The plots of her novels all seem to involve romance, courtship and marriage in a domestic setting of family life, and, as Nigel Cross remarks, all have titles that “are nicely calculated to assure their readers that they are getting more of the same.” They include Matchmaker (1842); Breach of Promise (1845); A Warning to Wives (1848); Bride Elect (1852); Courtship and Wedlock (1853); Married for Love (1857), A Lovers’ Quarrel (1858); True to the Last (1862); Guilty or Not Guilty (1864) and Faithful Woman (1865). Smythies wrote at least twenty-two novels and two long poems and she was known as the Queen of the Domestic Novel. Despite all the happy endings in her novels, unfortunately, Mrs Smythies herself was not lucky in love and her personal life was troubled.

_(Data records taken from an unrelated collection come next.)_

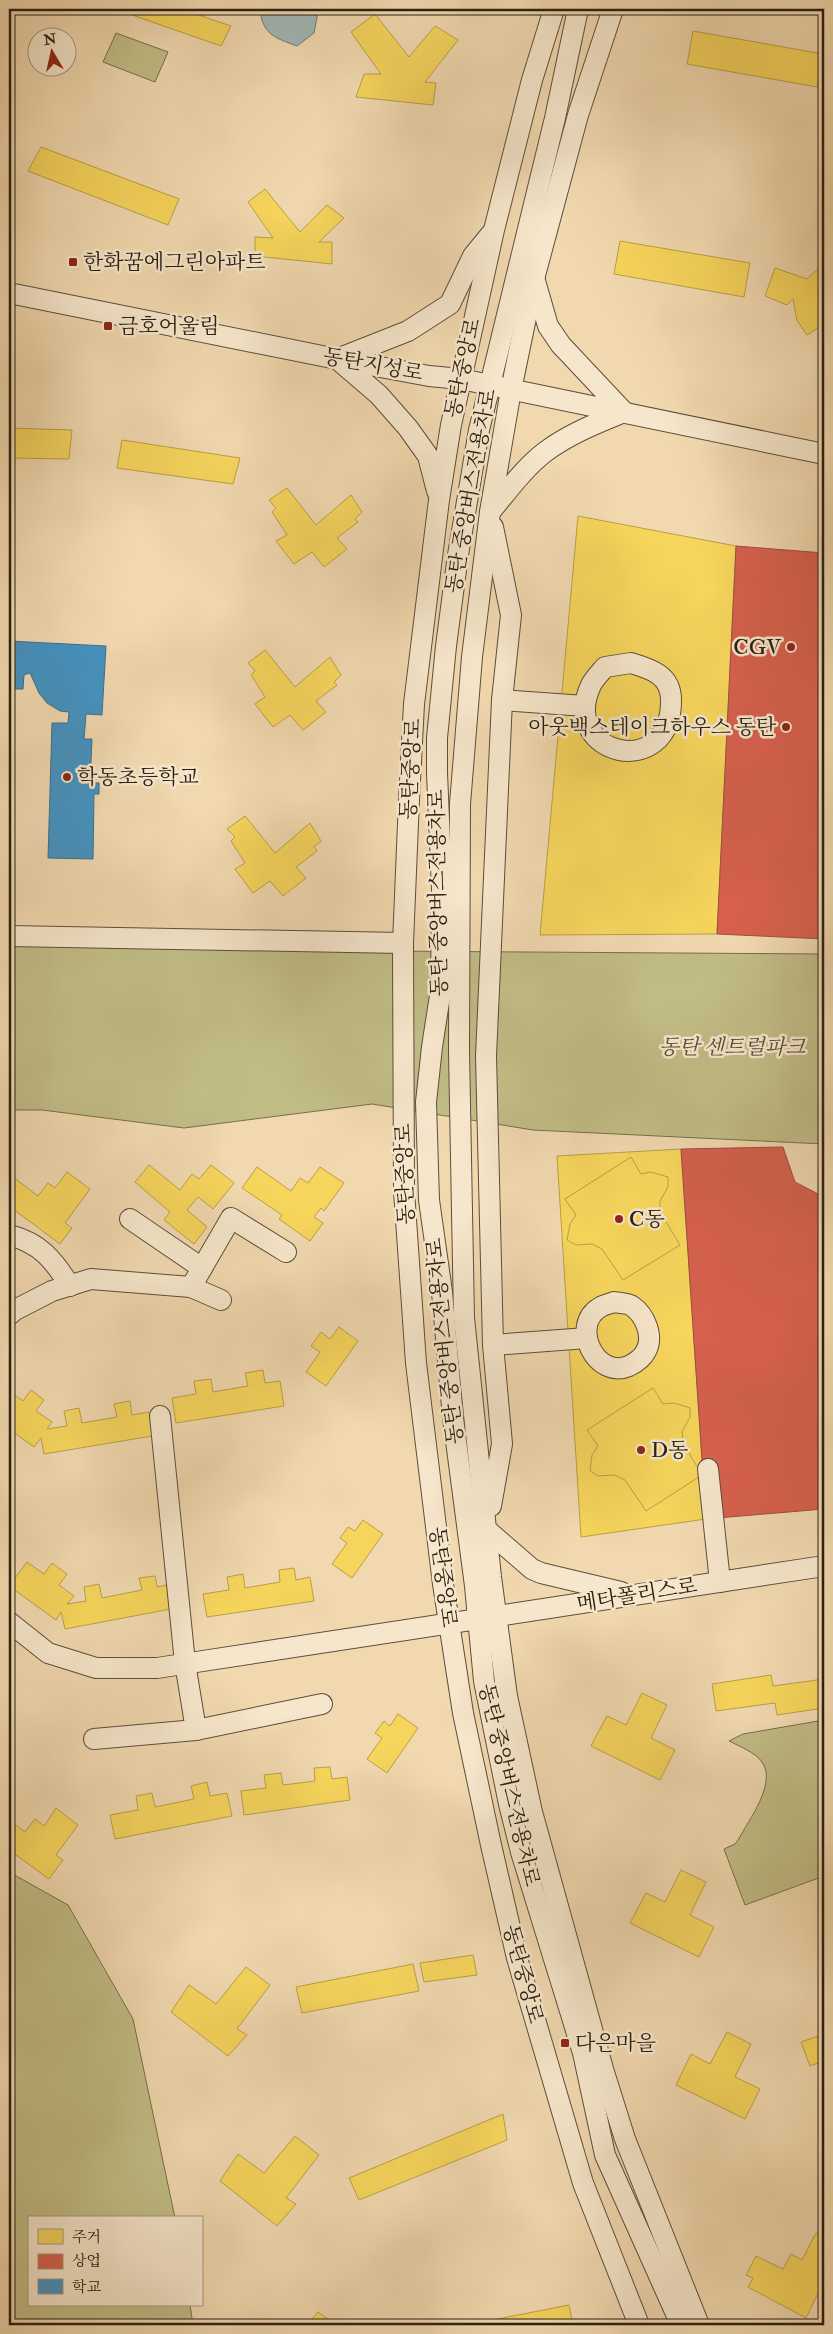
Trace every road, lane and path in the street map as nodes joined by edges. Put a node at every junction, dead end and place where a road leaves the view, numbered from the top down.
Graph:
1 (554, 9) edge
2 (567, 9) edge
3 (578, 9) edge
4 (613, 9) edge
5 (494, 230) junction
6 (534, 279) junction
7 (9, 294) edge
8 (337, 359) junction
9 (476, 382) junction
10 (511, 390) junction
11 (624, 412) junction
12 (824, 454) edge
13 (439, 500) junction
14 (490, 512) junction
15 (502, 700) junction
16 (585, 706) junction
17 (9, 936) edge
18 (403, 943) junction
19 (130, 1219) dead end
20 (9, 1235) edge
21 (286, 1252) dead end
22 (202, 1268) junction
23 (70, 1286) junction
24 (191, 1288) junction
25 (220, 1300) dead end
26 (9, 1315) edge
27 (587, 1338) junction
28 (494, 1345) junction
29 (160, 1416) dead end
30 (708, 1469) dead end
31 (487, 1530) junction
32 (824, 1566) edge
33 (720, 1582) junction
34 (633, 1595) junction
35 (472, 1620) junction
36 (9, 1622) edge
37 (185, 1663) junction
38 (322, 1704) dead end
39 (196, 1730) junction
40 (94, 1738) dead end
41 (639, 2325) edge
42 (667, 2325) edge
43 (681, 2325) edge
44 (699, 2325) edge

1 - 5 street, 동탄중앙로
2 - 9 street, 동탄 중앙버스전용차로
3 - 9 street, 동탄 중앙버스전용차로
4 - 6 street, 동탄중앙로
5 - 8 street
5 - 9 street, 동탄중앙로
6 - 10 street, 동탄중앙로
6 - 11 street
7 - 8 street, 동탄지성로
8 - 9 street, 동탄지성로
8 - 13 street
9 - 10 street, 동탄지성로
9 - 13 street, 동탄중앙로
9 - 35 street, 동탄 중앙버스전용차로
10 - 11 street, 동탄지성로
10 - 14 street, 동탄중앙로
11 - 12 street, 동탄지성로
11 - 14 street
13 - 18 street, 동탄중앙로
14 - 15 street, 동탄중앙로
14 - 31 street, 동탄중앙로
15 - 16 street
15 - 28 street, 동탄중앙로
16 - 16 street
17 - 18 street
18 - 35 street, 동탄중앙로
19 - 22 street
20 - 23 street
21 - 22 street
22 - 24 street
23 - 24 street
23 - 26 street
24 - 25 street
27 - 27 street
27 - 28 street
28 - 31 street, 동탄중앙로
29 - 37 street
30 - 33 street
31 - 34 street
31 - 35 street, 동탄중앙로
32 - 33 street, 메타폴리스로
33 - 34 street, 메타폴리스로
34 - 35 street, 메타폴리스로
35 - 37 street, 메타폴리스로
35 - 41 street, 동탄중앙로
35 - 42 street, 동탄 중앙버스전용차로
35 - 43 street, 동탄 중앙버스전용차로
35 - 44 street, 동탄중앙로
36 - 37 street, 메타폴리스로
37 - 39 street
38 - 39 street
39 - 40 street

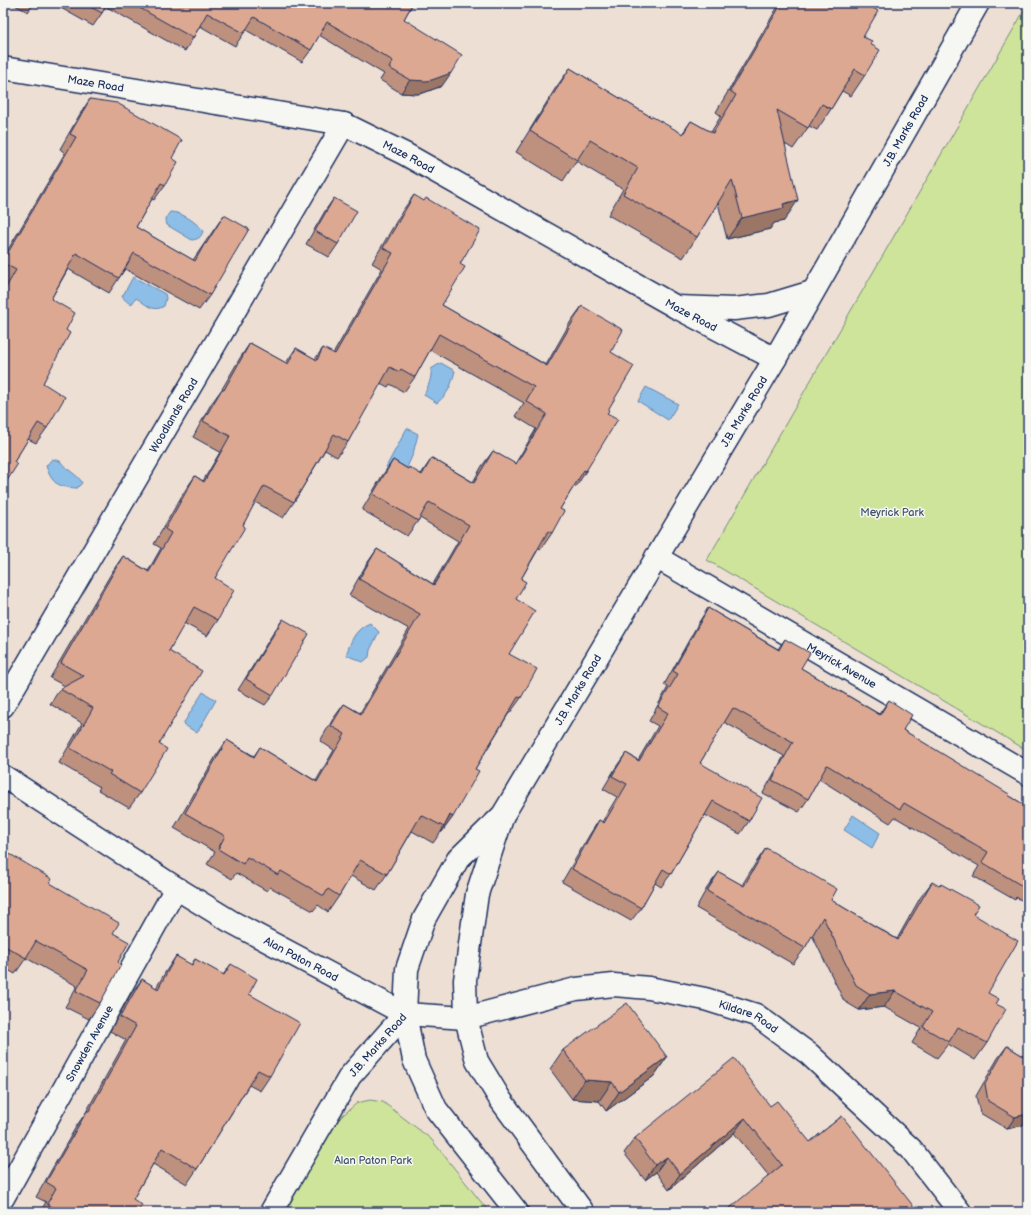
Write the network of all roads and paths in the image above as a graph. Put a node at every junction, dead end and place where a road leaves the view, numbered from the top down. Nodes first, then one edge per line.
1 (978, 3) edge
2 (3, 68) edge
3 (344, 124) junction
4 (812, 292) junction
5 (676, 307) junction
6 (775, 358) junction
7 (656, 557) junction
8 (3, 706) edge
9 (1028, 774) edge
10 (3, 776) edge
11 (503, 815) junction
12 (176, 888) junction
13 (405, 1014) junction
14 (466, 1018) junction
15 (3, 1198) edge
16 (271, 1212) edge
17 (517, 1212) edge
18 (583, 1212) edge
19 (960, 1212) edge

1 - 4 street, J.B. Marks Road
2 - 3 street, Maze Road
3 - 5 street, Maze Road
3 - 8 street, Woodlands Road
4 - 5 street
4 - 6 street, J.B. Marks Road
5 - 6 street, Maze Road
6 - 7 street, J.B. Marks Road
7 - 9 street, Meyrick Avenue
7 - 11 street, J.B. Marks Road
10 - 12 street, Alan Paton Road
11 - 13 street, J.B. Marks Road
11 - 14 street, J.B. Marks Road
12 - 13 street, Alan Paton Road
12 - 15 street, Snowden Avenue
13 - 14 street, Kildare Road
13 - 16 street, J.B. Marks Road
13 - 17 street
14 - 18 street
14 - 19 street, Kildare Road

The Rev. Yorick Smythies lost the family’s income in a financial disaster involving litigation. After this, Mrs Smythies left him to take lodgings in London with her children and her mother, and from then on supported her dependants through writing fiction. She was a close friend of Bulwer Lytton who admired her work as “always characterised by the moral and religious tone which may be expected from the wife of a clergyman.” (Cross, p191).

In 1945 Montague Summers championed Mrs Smythies in an article published Modern Language Notes and gives us more gossip about Mrs Smythies’ life. (Summers, Montague. “Mrs Gordon Smythies” in Modern Language Notes, Vol. LX, June 1945, Nr 6, pp359-364) Mr Yorick Smythies, according to Summers, was very much against his wife’s novel-writing: “A poem might be approved, and a novel or two (if anonymous) tolerated, but so rapid a succession of romances was not to be endures.” (Summers, p362). The friendship with Bulwer Lytton was another problem for the Reverend, who “insisted that the intimacy should cease, upon which Mrs Smythies at some date about 1862 left …” (Ibid.). Whether the relationship with Bulwer Lytton was anything more than a friendship and whether it played any part in the collapse of Smythies’ marriage, remain to be discovered.

In the decade after her daughter’s death in 1866, Mrs Smythies lost two of her other children, only one son survived, and all her siblings. She struggled financially and received some assistance from The Royal Literary Fund. “Her own death in 1883 went unnoticed.” (Cross, p191). A final word from Montague Summers: “The Rev. William Yorick Smythies, who was then sixty-seven years old, honoured the memory of his beautiful and accomplished wife by remarrying less than three months after her decease.” (Summers, p364).

In the dedication that opens Acquitted Mrs Smythies states that the writing of the novel was begun before her daughter’s death, sometime before 1866. It was put aside for at least four years, and then picked up and completed for publication in 1870. Will there be any trace of the author’s grief in the text?

Mrs Smythies did publish other novels in the intervening period. Idols of Clay received a scathing review in the Spectator 22 June 1867: “this novel is without exception the silliest that we have ever had the privilege of reading. It seems to have been pieced together out of a number of old "Minerva Press" volumes …” (p23). This may well be close to the truth, as Mrs Smythies was compelled to produce fiction - no matter of what quality - to support herself and her family. The review goes on to describe the woeful contents: “Angels of beauty, demons of darkness, models of strength, secret passages, returned convicts, resurrectionist men in league with sextons, marchionesses buried alive, passing for ghosts, and forbidding the marriage of marquises,” (Ibid.) all of which sounds rather good to me. Mrs Gordon Smythies is a significant Victorian popular author who has been largely ignored and deserves a close look.